Tytuł wpisu w pamiętniku odchudzania:
powolutku do przodu....


 

witam WAS Kochani.... miło że nadal są osoby które mnie czytają(..... a raczej mój pamiętnik), i takie które pamiętają... Ja pamiętam o Was cały czas ale żywcem nie mam czasu kompa włączyć a co dopiero mówić o pisaniu...

Domek już ma  parter, płyta zalana, za dwa tygodnie ciągniemy poddasze:):):) Może następnym razem jakąś fotkę wrzucę....

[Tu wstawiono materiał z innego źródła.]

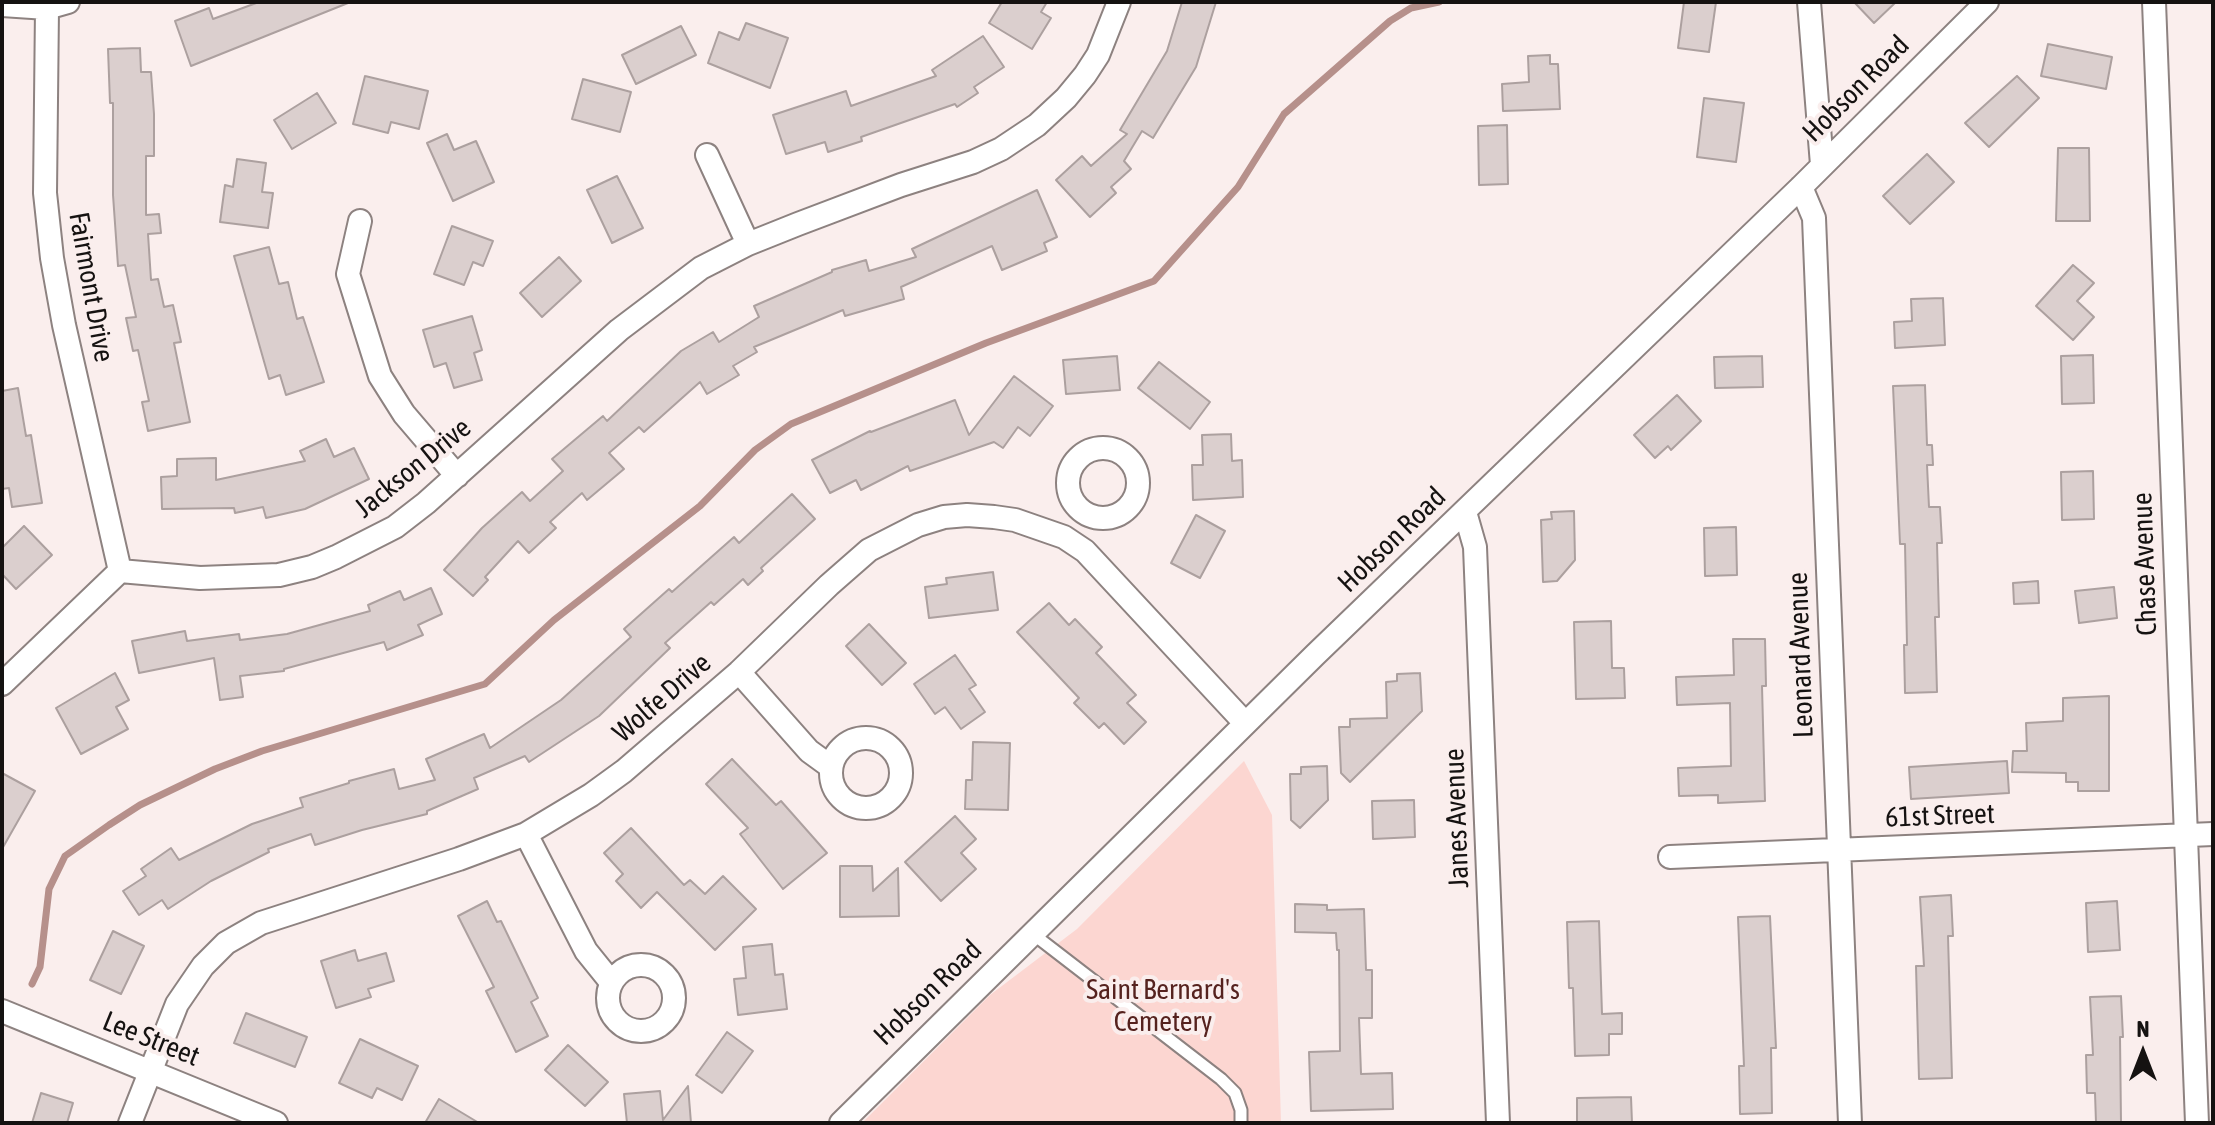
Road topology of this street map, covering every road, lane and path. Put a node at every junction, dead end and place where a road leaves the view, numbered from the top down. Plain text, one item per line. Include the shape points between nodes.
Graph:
1 (1119, 2) edge
2 (1809, 2) edge
3 (1987, 2) edge
4 (2154, 2) edge
5 (2, 5) edge
6 (57, 5) edge
7 (707, 155) dead end
8 (1822, 165) junction
9 (1801, 187) junction
10 (360, 221) dead end
11 (748, 244) junction
12 (457, 476) junction
13 (1083, 511) dead end
14 (1465, 512) junction
15 (1064, 537) junction
16 (120, 571) junction
17 (739, 672) junction
18 (2, 684) edge
19 (1245, 723) junction
20 (831, 767) dead end
21 (526, 834) junction
22 (2213, 834) edge
23 (2185, 835) junction
24 (1838, 850) junction
25 (1670, 857) dead end
26 (1033, 934) junction
27 (611, 982) dead end
28 (2, 1011) edge
29 (149, 1070) junction
30 (130, 1123) edge
31 (276, 1123) edge
32 (841, 1123) edge
33 (1241, 1123) edge
34 (1498, 1123) edge
35 (1850, 1123) edge
36 (2197, 1123) edge

1 - 11 street, Jackson Drive via 1085,75 1037,125 1001,149
2 - 8 street
3 - 8 street, Hobson Road
4 - 23 street, Chase Avenue
5 - 6 street
6 - 16 street, Fairmont Drive via 45,193 52,258
7 - 11 street
8 - 9 street, Hobson Road
9 - 14 street, Hobson Road
9 - 24 street, Leonard Avenue via 1814,218
10 - 12 street via 348,274 380,376 404,414
11 - 12 street, Jackson Drive via 701,268 619,330
12 - 16 street, Jackson Drive via 395,527 312,567 239,578
13 - 15 street
14 - 19 street, Hobson Road
14 - 34 street, Janes Avenue via 1475,547
15 - 17 street, Wolfe Drive via 994,517 944,517 918,525 869,550
15 - 19 street, Wolfe Drive via 1085,551
16 - 18 street
17 - 20 street via 809,751
17 - 21 street, Wolfe Drive via 624,771
19 - 26 street, Hobson Road
21 - 27 street via 586,951
21 - 29 street, Wolfe Drive via 261,923 226,943 177,1004
22 - 23 street, 61st Street
23 - 24 street, 61st Street
23 - 36 street, Chase Avenue
24 - 25 street, 61st Street
24 - 35 street, Leonard Avenue
26 - 32 street, Hobson Road
26 - 33 lane via 1221,1079 1235,1093
28 - 29 street, Lee Street
29 - 30 street, Wolfe Drive
29 - 31 street, Lee Street

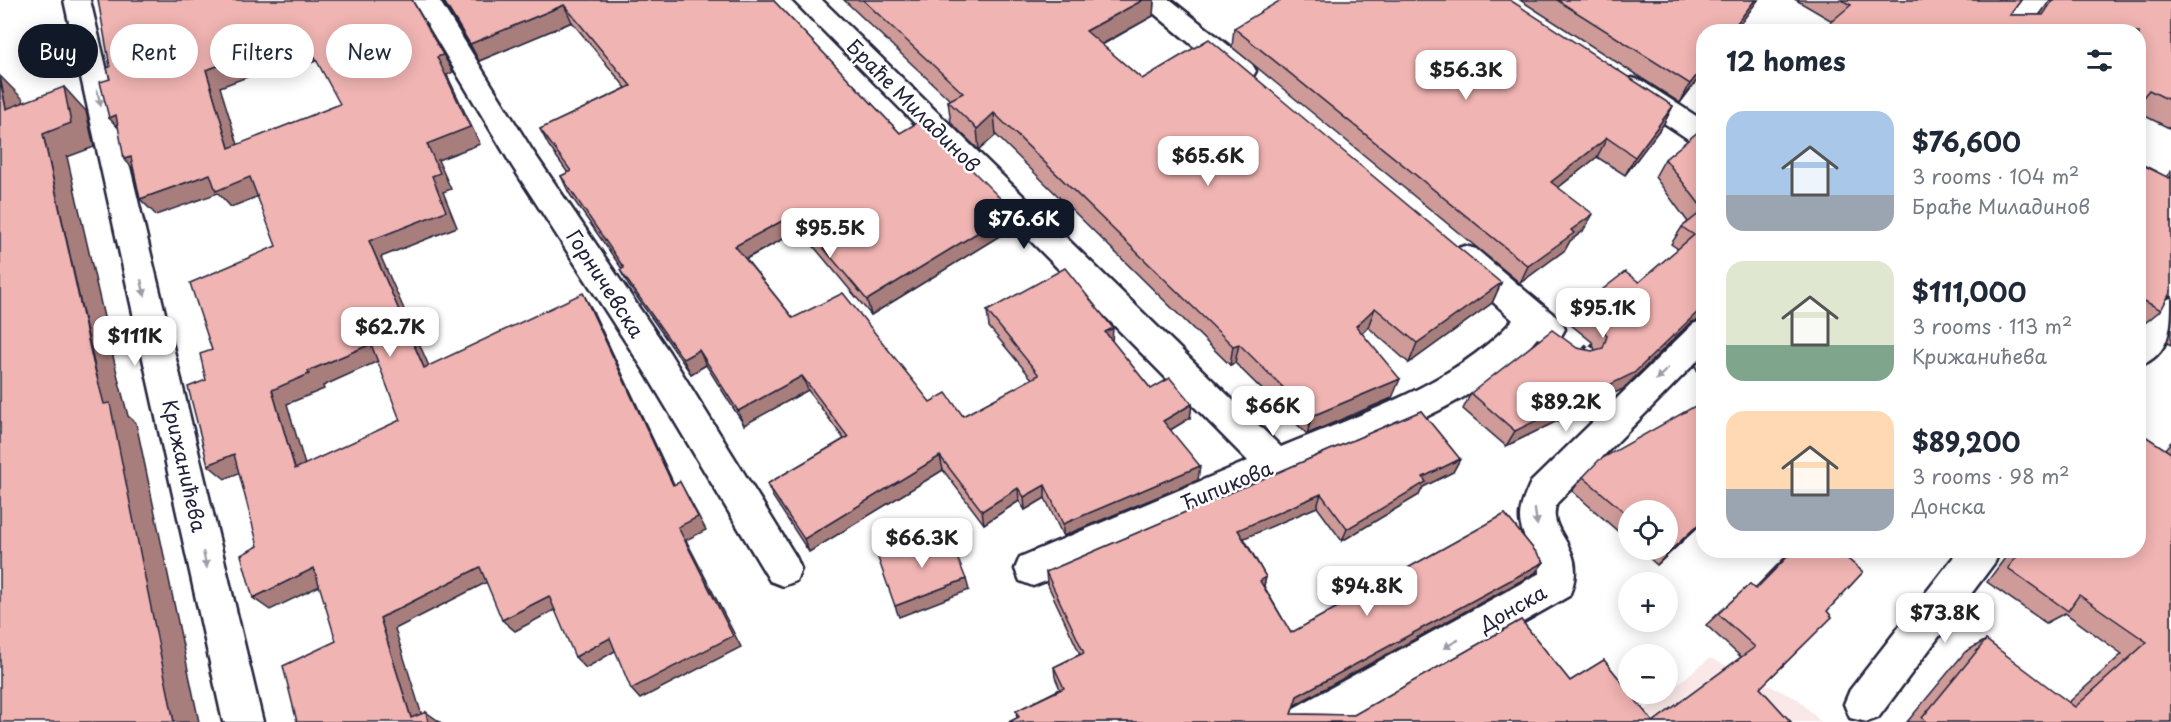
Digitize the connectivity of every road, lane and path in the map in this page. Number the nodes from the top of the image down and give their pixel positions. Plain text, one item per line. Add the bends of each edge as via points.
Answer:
1 (77, 0) edge
2 (426, 0) edge
3 (806, 0) edge
4 (1155, 0) edge
5 (2037, 0) edge
6 (2016, 24) edge
7 (1608, 73) edge
8 (1261, 86) edge
9 (1696, 130) edge
10 (1444, 241) edge
11 (2171, 311) edge
12 (1532, 316) junction
13 (1696, 341) edge
14 (2146, 343) edge
15 (1579, 344) joint
16 (1598, 350) edge
17 (1276, 465) junction
18 (1976, 558) edge
19 (783, 568) dead end
20 (1033, 568) dead end
21 (1864, 704) dead end
22 (243, 722) edge
23 (1308, 722) edge

1 -> 22 street, Крижанићева
2 - 19 street, Горничевска
3 - 17 street, Браће Миладинов
4 - 8 street
5 - 6 street
7 - 9 street
10 - 12 street
11 - 14 street
12 - 15 street
12 - 17 street, Ћипикова via 1528,329 1518,340 1466,377 1412,407
13 -> 23 street, Донска via 1543,493 1534,507 1536,524 1561,572 1556,584
15 - 16 path
17 - 20 street, Ћипикова
18 - 21 street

Z naszej Emilki kochanej zrobił się mały łobuz.... ma dwa zęby, a kolejne dwa lada dzień się ukarzą światu.... raczkuje niemalże z prędkością światła i czepia się wszystkiego niczym małpka . tylko patrzeć jak stanie na swych pucułowatych nóżkach i ruszy przed siebie.... teraz najbardziej pożądanym obiektem w domu jest żółty kosz na śmieci i psia miska.... ciekawe co będzie później......

no dobra, teraz dietka, waga itd.......
no cóż.... dietki nie ma bo i tak nie mam czasu jeść. wiecznie za czymś gonię. A waga.... dziś pokazała 85,2 kg..... nie jest rewelacyjnie ale najważniejsze że spada a nie rośnie



no dobra, Szkrabonik zajęła się wspinaniem po szafkach więc jak mi się uda to może nawet zajrzę do Waszych pamiętników.

Kurcze, tak chciałabym mieć więcej czasu i móc tu z Wami pisać codziennie, wtedy pewnie efekty też byłyby inne.... no cóż, będę się starać:):):)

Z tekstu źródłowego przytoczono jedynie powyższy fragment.